Grade-A talent
Randle among best in classroom, on court
Craig DeVrieze | Posted: Saturday, November 21, 2009
JEFF COOK Rock Island junior standout Chasson Randle ranks atop his class and is one of the nation's elite basketball prospects. (Jeff Cook/Quad-City Times)
If the choice is finishing calculus homework or taking a call from Coach K at the Gwen and Willie Randle residence in Rock Island ... Well, Chasson Randle can do that math.
"You have got to turn it off until (the homework) gets done," the blossoming Rock Island High School basketball star said of his increasingly busy cell phone. "That's the rule of the house. You handle the phone calls after that."
No, sir. Academics are no game in the Randle household. But Chasson, the junior Rocky hoops standout and object of many a college recruiter's affections, treats them that way.
"I look at school as a basketball game," he said. "The A is a win. B? You did OK, but you could always do better."
Randle couldn't do any better than he is doing in the classroom right now. He carries a 4.0 grade-point average and shares the No. 1 rank in his junior class, said his basketball coach and academic counselor Thom Sigel.
"Obviously, it has been stressed to him for a lot of years because he understands the importance of academics, and it also speaks to the fact he is a driven individual," Sigel said. "The things you see on the basketball court carry over.
"Those are things you hope they carry into life."
Courting success
Randle's on-court report card is no less impressive.

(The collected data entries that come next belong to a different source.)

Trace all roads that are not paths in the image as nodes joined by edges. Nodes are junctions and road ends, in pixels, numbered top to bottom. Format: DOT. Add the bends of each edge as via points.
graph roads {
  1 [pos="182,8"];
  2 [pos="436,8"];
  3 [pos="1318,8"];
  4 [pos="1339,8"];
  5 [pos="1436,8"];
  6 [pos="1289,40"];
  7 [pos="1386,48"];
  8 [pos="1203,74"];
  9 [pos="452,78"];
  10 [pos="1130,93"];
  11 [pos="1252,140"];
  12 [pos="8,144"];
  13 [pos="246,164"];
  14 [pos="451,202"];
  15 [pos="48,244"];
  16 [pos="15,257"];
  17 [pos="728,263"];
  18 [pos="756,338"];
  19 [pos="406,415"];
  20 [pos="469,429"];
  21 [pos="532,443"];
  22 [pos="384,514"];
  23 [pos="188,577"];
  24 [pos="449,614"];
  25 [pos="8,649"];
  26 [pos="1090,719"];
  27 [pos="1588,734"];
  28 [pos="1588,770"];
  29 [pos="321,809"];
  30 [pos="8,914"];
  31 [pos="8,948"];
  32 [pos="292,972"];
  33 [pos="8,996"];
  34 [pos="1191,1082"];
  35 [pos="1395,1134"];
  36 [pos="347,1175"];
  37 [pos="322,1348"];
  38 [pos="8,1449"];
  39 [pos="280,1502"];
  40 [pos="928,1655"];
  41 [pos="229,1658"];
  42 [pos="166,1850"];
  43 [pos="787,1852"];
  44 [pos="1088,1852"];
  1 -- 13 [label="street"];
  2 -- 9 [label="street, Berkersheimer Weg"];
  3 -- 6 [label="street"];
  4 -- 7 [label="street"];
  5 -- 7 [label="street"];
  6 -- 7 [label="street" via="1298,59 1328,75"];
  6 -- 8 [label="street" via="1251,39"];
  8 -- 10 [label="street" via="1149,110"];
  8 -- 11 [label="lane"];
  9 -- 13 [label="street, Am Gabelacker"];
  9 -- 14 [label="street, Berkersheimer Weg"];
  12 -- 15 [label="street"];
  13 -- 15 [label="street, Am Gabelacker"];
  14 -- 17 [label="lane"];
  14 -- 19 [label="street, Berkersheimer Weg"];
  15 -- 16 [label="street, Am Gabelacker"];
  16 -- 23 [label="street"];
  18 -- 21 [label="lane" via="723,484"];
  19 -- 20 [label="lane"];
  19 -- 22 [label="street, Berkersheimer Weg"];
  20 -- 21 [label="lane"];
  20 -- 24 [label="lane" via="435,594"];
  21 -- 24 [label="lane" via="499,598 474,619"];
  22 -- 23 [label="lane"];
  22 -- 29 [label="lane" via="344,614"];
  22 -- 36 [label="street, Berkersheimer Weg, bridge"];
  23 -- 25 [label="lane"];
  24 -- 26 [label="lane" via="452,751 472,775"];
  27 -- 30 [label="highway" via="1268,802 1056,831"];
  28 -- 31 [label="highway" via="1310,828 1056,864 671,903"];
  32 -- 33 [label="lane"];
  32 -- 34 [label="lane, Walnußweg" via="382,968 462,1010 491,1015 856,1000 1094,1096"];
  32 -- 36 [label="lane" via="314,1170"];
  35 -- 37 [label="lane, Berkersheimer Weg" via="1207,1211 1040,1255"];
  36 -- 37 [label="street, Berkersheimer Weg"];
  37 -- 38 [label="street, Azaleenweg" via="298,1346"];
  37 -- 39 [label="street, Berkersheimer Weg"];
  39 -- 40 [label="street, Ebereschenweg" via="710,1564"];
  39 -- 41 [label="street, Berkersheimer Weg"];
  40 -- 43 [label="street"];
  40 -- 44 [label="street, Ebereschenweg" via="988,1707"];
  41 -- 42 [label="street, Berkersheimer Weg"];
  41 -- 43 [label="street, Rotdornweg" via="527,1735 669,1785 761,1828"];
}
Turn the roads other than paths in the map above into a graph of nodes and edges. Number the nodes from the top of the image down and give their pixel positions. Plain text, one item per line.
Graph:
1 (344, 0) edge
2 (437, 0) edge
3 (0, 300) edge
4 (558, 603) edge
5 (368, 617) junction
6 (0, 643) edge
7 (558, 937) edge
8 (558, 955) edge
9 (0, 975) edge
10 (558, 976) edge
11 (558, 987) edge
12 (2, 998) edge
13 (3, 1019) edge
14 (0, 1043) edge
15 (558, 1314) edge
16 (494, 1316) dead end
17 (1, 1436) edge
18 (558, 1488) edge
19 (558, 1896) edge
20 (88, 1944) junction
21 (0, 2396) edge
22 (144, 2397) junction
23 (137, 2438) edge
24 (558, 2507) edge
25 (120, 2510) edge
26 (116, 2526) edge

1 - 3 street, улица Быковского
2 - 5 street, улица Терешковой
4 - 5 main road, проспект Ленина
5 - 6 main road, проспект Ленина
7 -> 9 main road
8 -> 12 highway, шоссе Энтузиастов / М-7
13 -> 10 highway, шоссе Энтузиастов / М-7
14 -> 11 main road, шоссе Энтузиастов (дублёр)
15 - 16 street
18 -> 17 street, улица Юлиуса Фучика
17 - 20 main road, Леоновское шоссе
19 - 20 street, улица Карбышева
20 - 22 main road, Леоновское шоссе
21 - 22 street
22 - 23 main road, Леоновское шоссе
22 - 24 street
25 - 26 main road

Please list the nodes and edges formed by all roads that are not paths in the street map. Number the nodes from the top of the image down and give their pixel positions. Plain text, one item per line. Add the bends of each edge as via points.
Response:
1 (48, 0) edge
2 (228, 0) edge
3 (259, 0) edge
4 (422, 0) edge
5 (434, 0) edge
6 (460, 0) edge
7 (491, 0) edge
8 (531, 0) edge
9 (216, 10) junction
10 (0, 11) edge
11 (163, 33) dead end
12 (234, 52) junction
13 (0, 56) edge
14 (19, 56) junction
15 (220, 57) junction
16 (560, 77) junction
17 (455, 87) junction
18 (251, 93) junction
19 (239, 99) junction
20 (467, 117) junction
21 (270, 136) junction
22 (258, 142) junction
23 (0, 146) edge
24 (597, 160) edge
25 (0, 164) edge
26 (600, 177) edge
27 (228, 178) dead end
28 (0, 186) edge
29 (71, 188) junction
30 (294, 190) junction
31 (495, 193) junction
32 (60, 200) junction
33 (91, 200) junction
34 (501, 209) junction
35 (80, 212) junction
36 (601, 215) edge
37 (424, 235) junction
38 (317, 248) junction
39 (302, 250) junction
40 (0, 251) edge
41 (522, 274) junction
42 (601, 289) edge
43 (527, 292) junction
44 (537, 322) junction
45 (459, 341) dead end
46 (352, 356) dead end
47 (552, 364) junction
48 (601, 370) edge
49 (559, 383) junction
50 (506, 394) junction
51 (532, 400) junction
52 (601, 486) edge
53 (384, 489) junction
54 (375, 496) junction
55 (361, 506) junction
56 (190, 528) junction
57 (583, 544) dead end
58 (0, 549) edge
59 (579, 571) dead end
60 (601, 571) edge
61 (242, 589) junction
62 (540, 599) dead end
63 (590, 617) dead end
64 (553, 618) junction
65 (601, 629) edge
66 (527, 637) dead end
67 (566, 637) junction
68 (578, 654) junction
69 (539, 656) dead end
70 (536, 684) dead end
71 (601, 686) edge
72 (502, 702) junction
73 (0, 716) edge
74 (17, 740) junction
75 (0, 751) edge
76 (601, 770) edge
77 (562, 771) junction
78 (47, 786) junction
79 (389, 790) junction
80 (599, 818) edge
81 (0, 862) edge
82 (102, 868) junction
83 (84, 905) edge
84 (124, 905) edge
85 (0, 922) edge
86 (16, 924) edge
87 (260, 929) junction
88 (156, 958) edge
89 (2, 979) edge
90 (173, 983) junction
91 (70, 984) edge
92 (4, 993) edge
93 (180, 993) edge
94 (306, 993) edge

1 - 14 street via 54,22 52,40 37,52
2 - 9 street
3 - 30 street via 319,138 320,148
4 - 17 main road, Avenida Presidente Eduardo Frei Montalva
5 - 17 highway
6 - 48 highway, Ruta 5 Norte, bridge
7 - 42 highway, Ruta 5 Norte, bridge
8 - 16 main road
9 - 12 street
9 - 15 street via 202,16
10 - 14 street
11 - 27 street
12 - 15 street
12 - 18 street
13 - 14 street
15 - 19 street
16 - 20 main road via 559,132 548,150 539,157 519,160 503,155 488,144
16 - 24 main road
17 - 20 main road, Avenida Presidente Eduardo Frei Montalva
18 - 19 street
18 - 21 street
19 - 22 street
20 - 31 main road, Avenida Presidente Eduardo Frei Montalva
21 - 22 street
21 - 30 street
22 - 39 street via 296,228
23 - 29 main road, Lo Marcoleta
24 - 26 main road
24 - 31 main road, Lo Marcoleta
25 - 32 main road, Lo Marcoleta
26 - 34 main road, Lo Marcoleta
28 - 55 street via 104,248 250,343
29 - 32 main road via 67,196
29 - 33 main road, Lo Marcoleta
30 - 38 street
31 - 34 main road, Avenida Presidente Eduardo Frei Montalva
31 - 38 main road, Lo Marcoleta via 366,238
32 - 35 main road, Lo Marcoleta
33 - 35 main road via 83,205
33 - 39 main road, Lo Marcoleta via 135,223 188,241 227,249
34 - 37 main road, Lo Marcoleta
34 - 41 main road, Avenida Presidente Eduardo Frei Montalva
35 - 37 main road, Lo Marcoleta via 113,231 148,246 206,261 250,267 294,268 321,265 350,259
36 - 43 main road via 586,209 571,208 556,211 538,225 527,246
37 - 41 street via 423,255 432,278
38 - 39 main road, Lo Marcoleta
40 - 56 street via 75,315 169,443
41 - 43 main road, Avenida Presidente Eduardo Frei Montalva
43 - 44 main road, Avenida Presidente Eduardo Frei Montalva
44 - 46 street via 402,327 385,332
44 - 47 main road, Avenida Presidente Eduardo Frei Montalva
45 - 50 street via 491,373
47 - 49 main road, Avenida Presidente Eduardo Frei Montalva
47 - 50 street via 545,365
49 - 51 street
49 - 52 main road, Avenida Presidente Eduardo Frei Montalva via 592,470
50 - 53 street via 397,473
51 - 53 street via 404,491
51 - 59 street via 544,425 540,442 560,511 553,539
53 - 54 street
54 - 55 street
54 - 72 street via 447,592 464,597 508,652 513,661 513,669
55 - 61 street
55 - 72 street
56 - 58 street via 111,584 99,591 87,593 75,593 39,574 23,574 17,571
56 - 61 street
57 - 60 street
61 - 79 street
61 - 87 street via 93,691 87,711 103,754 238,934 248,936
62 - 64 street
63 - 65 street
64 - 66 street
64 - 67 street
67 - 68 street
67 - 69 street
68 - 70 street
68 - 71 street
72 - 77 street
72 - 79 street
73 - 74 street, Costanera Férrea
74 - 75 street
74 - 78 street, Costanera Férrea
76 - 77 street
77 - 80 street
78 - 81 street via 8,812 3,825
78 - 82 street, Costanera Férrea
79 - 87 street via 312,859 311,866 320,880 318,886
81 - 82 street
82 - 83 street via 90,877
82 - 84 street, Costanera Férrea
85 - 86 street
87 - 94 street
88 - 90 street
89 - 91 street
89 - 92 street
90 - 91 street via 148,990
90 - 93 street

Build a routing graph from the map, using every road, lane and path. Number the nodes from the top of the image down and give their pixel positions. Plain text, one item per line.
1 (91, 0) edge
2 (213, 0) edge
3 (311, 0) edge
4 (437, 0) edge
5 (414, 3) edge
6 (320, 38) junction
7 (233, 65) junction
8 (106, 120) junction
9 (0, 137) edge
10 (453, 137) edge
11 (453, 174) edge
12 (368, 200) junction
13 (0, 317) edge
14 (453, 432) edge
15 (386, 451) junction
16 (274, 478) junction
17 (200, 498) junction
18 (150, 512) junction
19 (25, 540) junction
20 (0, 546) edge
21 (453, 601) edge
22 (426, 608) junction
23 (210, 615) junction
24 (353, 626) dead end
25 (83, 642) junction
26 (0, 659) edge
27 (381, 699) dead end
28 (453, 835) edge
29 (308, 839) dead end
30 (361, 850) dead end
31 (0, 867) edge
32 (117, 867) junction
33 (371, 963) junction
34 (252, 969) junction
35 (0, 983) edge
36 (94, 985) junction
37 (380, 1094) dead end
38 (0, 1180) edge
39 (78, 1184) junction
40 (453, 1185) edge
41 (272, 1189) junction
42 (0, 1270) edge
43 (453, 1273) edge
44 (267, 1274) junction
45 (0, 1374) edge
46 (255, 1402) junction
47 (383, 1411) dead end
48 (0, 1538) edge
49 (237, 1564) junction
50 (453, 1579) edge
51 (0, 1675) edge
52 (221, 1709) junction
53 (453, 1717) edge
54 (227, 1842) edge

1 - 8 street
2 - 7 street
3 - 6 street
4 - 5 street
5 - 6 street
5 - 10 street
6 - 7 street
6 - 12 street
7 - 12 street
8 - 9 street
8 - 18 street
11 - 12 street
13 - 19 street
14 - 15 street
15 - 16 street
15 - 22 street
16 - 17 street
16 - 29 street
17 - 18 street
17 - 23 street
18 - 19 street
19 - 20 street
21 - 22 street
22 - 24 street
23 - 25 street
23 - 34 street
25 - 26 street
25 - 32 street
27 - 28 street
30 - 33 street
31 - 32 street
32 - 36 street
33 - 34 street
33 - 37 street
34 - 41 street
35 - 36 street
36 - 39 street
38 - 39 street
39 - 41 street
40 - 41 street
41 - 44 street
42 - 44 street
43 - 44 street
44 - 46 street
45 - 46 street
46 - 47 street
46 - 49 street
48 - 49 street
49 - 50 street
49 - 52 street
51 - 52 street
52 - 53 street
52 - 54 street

Already a two-year starter for Sigel's Rocks, he is ranked by Scout.com as the 13th best junior shooting guard prospect in the nation and has attracted college scholarship offers from virtually every Big Ten school, plus interest from programs such as Kansas, Duke and Stanford.
In June, Randle won a gold medal representing the U.S. in the FIBA Americas Under-16 Championships in Argentina, and he also will represent his country in next summer's Under-17 World Championships in Germany.
His focus this winter is helping his Rocks get three steps beyond where their season ended last year, with Randle having fouled out early in a 60-59 overtime loss in the Class 3A state quarterfinals.
"Being on the bench at the end of the game, I feel like I let my team down and my city down," said Randle, whose Rocks enter the season as a the favorite in the Western Big Six Conference. "I'm looking forward to this year. Once you've been somewhere, it's like the second go-around. You want to go at it harder than the last time.
"State championship," he declared. "That's the goal every year."
Staying on top
That's not the only goal, of course.
Randle is focused on staying atop his class, a mission Sigel suspects will grow more difficult with the junior now engrossed in Rock Island's advanced curriculum and with college recruiters turning up the heat with nightly phone calls and regular in-school visits.
"The other kids are very smart, too, and they are not dealing with everything else," said the coach. "It is going to impact him a little bit."
Randle hopes to play his way through it all.
"That's my goal," he said of staying No. 1.
Gwen Randle said her son so far has been successful at balancing a busy schedule against getting the job done in the classroom.
"Chasson has had a pretty active schedule since age 7," she said, noting her son was involved in grade school and junior high sports while also participating in the Metro Youth Program drum corps and both the MYP and church choirs.
"He has been able to stay organized," she said. "Our philosophy was, ?If the homework isn't done, everything else is on the backburner.'"
The Randles do not demand, or even expect, As or Bs from Chasson and his sister Khaliyah, an honor roll seventh-grader at Edison Junior High. They only ask for honest effort.
Good grades just seem to follow.
It also didn't hurt that Chasson was and is a naturally bright and curious kid, his mother said. Plus, he wants to be challenged in school.
In junior high, his mother noted, Chasson asked to be moved into advanced math classes because the answers were coming too easy.
"Just totally curious," mother said of son. "That's a good way to sum it up."
Finishing up
Chasson has remained intellectually curious and academically driven, even as his basketball star has ascended.
"It's just something that is important to me," he said. "I understand basketball is my first true love. But school is important to me, too."
He is sifting through scholarship offers from Illinois, Iowa, Purdue, Wisconsin, Ohio State, Iowa State, Michigan, DePaul, Miami (Fla.) and Florida State with a keen eye on their basketball programs.
But he hasn't lost sight of the classroom component.
Randle said he wouldn't rule out leaving college early if a first-round NBA Draft siren sounded, but he knows he won't go through life without a college degree.
"My parents have stressed that if basketball doesn't work out, you have to have something to fall back on," he said, noting his fallback goals are medicine or teaching. "Getting it done in school is the only way to have something to fall back on."